**EXERCISE REQUIREMENTS**
State how many lines of the records contain the string "junction", and give no other information.
*** Opening of STORED DATA ***
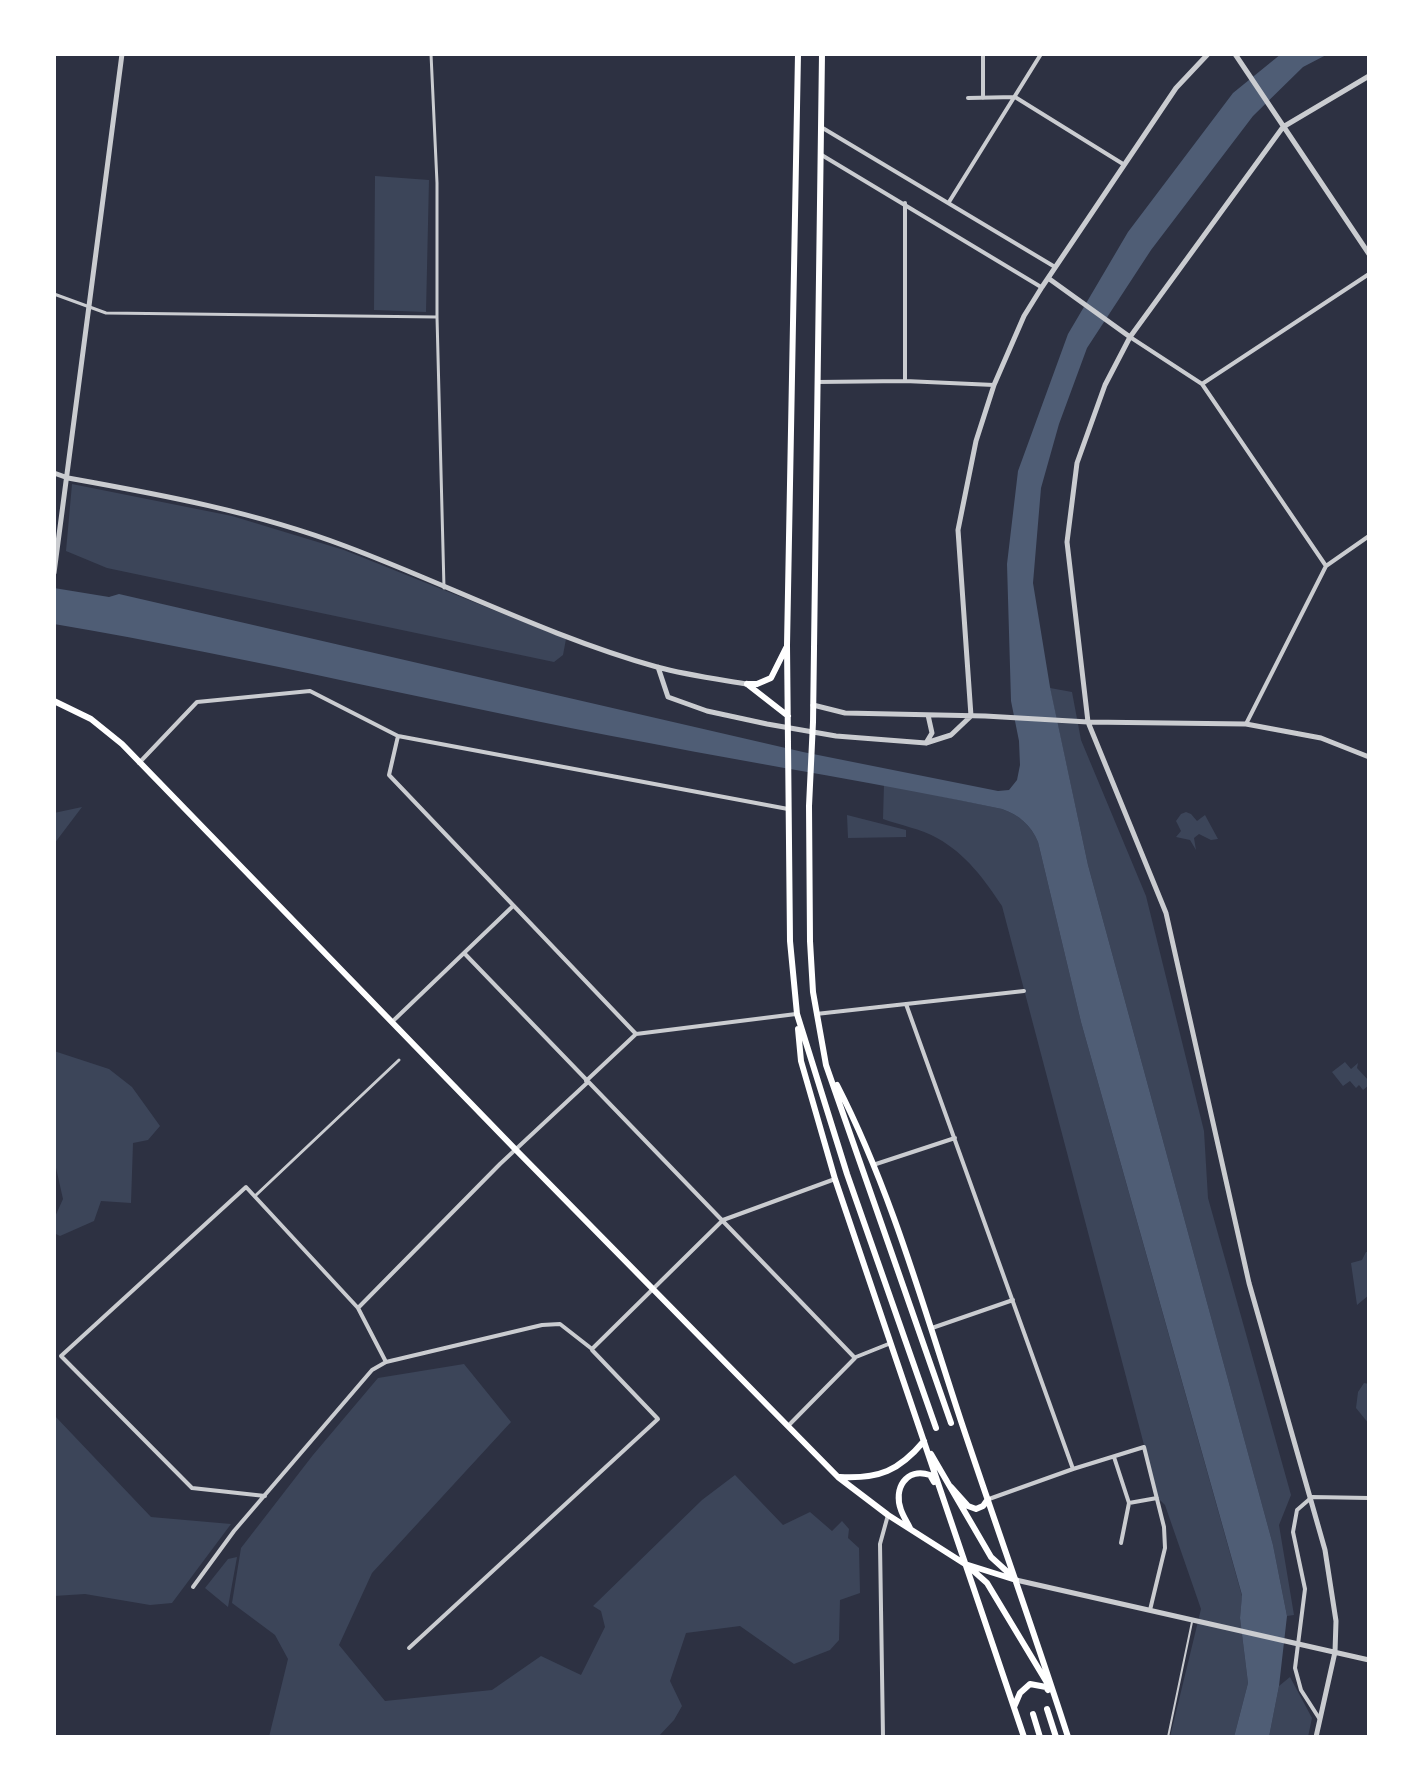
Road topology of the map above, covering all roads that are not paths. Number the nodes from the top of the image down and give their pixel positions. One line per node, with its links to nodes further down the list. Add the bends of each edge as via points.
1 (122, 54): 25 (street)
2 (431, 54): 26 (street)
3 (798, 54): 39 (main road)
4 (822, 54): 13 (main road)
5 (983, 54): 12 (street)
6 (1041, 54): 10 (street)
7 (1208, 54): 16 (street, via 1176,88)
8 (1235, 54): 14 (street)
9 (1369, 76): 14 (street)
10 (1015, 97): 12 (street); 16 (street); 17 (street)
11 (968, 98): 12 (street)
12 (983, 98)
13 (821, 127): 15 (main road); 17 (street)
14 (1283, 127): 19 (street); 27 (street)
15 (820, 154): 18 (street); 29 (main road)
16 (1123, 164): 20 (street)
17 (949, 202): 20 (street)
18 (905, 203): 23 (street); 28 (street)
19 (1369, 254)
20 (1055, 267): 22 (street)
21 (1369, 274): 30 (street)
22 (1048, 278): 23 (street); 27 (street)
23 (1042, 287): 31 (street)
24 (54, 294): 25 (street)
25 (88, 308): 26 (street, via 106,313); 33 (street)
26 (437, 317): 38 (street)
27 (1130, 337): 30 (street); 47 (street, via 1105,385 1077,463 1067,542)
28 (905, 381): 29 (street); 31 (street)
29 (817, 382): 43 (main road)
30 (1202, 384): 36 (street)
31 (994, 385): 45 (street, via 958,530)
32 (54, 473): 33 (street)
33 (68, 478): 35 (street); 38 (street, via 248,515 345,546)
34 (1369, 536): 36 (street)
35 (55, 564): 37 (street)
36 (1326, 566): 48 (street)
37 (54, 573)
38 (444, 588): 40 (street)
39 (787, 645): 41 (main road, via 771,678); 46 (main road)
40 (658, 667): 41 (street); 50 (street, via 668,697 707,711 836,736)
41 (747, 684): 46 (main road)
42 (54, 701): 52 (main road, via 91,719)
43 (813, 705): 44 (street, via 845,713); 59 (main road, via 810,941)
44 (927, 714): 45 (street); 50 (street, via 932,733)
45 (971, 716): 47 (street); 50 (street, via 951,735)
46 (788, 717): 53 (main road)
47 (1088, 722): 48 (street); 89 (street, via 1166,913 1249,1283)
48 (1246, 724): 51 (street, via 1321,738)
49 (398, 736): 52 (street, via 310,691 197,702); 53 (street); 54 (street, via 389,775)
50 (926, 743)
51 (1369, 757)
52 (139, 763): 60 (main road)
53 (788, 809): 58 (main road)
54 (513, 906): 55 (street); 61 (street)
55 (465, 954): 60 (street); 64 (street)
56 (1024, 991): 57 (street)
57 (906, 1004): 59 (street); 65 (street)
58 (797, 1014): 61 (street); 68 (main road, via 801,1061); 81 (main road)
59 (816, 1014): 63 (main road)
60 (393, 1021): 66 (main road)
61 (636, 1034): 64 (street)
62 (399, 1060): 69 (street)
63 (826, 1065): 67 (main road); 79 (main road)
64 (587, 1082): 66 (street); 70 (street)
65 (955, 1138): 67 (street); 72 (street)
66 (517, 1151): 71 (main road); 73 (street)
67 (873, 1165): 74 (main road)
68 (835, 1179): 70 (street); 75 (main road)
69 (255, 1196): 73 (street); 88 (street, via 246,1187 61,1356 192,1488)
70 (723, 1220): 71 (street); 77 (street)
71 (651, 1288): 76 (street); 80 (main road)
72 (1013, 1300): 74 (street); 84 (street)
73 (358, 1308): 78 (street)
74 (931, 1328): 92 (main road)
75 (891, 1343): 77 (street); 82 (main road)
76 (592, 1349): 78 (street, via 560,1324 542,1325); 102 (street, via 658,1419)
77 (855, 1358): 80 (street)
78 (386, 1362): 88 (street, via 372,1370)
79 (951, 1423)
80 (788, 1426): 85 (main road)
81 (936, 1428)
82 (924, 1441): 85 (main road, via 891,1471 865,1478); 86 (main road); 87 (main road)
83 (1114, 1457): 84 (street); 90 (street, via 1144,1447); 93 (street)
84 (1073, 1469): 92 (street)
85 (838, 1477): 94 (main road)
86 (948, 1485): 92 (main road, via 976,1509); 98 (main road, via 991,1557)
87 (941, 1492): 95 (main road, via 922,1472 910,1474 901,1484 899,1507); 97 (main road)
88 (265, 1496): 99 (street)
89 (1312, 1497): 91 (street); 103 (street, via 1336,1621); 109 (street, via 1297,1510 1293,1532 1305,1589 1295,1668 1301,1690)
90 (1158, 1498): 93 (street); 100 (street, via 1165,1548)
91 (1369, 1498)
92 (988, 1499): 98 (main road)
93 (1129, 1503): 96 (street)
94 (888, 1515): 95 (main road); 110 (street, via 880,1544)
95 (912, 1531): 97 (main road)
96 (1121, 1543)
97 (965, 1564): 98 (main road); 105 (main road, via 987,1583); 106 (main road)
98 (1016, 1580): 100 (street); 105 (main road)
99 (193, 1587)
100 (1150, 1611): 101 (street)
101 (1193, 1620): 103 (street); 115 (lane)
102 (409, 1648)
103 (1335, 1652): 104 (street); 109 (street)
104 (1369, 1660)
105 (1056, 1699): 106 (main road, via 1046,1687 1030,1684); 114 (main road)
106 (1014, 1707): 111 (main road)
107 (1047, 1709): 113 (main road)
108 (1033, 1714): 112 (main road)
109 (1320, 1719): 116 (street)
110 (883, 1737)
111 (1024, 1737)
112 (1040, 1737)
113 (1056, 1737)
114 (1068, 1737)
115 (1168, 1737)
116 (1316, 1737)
*** Close of STORED DATA ***
*** Opening of STORED DATA ***
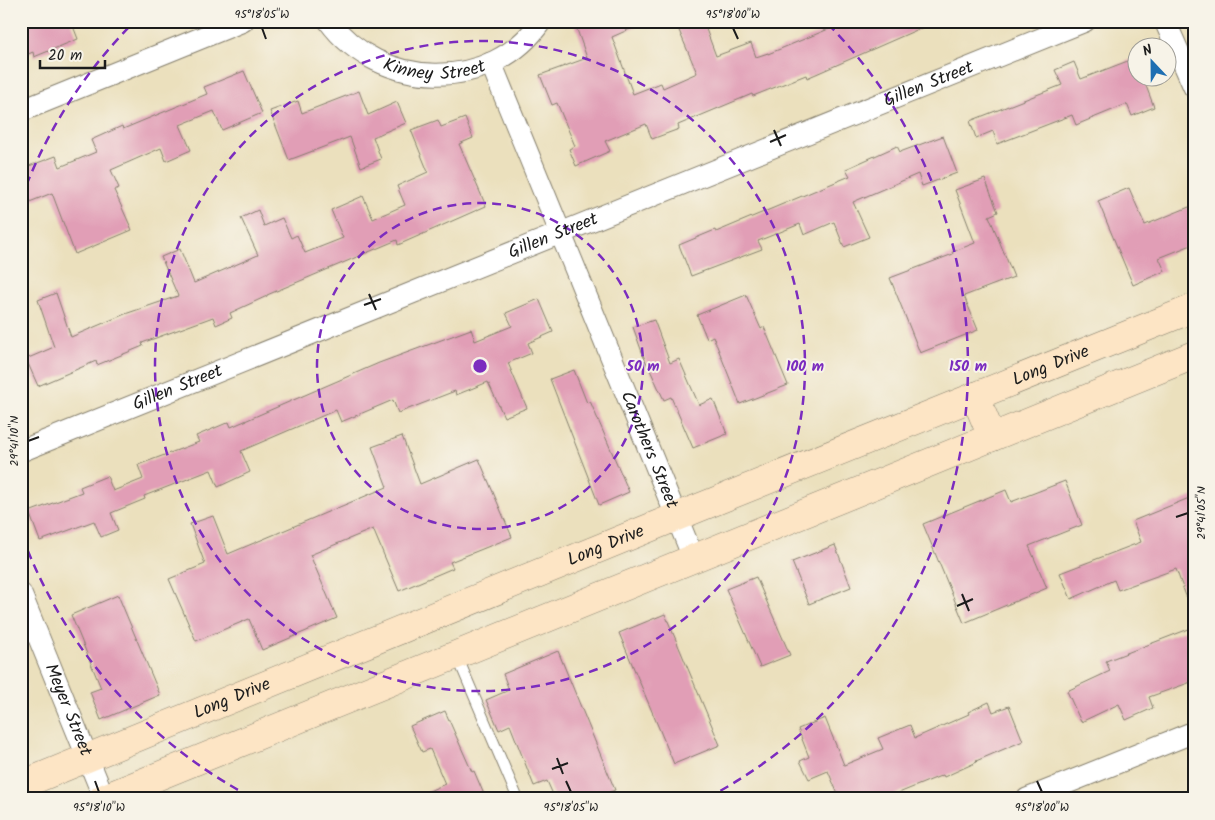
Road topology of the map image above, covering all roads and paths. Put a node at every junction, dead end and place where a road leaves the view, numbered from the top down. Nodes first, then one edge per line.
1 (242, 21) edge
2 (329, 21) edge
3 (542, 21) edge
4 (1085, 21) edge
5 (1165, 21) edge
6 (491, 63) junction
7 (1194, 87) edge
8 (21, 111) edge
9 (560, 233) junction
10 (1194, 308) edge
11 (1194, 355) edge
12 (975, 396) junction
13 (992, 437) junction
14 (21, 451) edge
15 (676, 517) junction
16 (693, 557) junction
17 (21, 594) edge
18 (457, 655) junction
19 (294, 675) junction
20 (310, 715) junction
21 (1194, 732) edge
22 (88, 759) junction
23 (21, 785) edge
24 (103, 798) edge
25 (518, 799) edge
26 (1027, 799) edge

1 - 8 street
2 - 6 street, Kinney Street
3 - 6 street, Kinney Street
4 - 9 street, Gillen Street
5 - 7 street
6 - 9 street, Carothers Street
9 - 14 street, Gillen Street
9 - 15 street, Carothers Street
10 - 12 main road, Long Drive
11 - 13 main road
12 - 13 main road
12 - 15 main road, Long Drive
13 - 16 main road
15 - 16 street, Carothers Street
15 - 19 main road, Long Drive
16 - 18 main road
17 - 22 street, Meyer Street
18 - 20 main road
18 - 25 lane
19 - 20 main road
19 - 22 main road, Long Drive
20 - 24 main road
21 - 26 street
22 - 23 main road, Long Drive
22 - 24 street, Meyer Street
*** Close of STORED DATA ***
**OUTPUT**
11